Robust prediction of personalized cell recognition from a cancer population by a dual targeting nanoparticle library

Nanomaterials are used increasingly in diagnostics and therapeutics, particularly for malignancies. Efficient targeting of nanoparticles to specific cells is an important requirement for the development of successful nanoparticle-based theranostics and personalized medicines. Gold nanoparticles are surface modified using a library of small organic molecules, and optionally folate, to investigate their ability to target four cell lines from common cancers, three having high levels of folate receptors expression. Uptake of these nanoparticles varies widely with surface chemistriy and cell lines.
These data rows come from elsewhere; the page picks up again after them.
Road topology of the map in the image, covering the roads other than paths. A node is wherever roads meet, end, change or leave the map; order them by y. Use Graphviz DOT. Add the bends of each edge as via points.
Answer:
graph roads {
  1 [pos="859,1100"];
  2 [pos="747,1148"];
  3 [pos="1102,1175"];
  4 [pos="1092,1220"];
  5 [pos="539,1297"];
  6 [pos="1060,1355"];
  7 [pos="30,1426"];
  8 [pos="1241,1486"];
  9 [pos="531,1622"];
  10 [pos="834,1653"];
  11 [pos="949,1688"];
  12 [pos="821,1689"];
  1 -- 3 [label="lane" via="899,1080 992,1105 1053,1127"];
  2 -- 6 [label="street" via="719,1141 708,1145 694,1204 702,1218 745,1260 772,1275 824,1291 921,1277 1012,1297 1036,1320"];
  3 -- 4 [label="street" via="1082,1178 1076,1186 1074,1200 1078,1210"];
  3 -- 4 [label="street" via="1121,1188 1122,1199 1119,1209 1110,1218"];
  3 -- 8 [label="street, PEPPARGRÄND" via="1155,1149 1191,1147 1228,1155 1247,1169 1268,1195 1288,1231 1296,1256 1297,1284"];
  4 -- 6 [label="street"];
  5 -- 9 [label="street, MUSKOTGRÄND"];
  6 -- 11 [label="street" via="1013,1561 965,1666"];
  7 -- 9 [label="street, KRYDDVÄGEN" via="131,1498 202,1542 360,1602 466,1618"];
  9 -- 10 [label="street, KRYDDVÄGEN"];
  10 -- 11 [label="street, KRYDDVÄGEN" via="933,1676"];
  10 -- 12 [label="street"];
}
Sparse machine learning methods are used to computationally model surface chemistry-uptake relationships, to make quantitative predictions of uptake for new nanoparticle surface chemistries, and to elucidate molecular aspects of the interactions. The combination of combinatorial surface chemistry modification and machine learning models will facilitate the rapid development of targeted theranostics. Efficient targeting of nanoparticles to specific cells is an important requirement for the development of successful nanoparticle-based cancer theranostics and personalized medicines. The cancer cell targeting ability of gold nanoparticles coated with a library of small organic molecules plus folate is modeled. Computational models can predict the degree of uptake of the nanoparticles as a function of surface chemistry.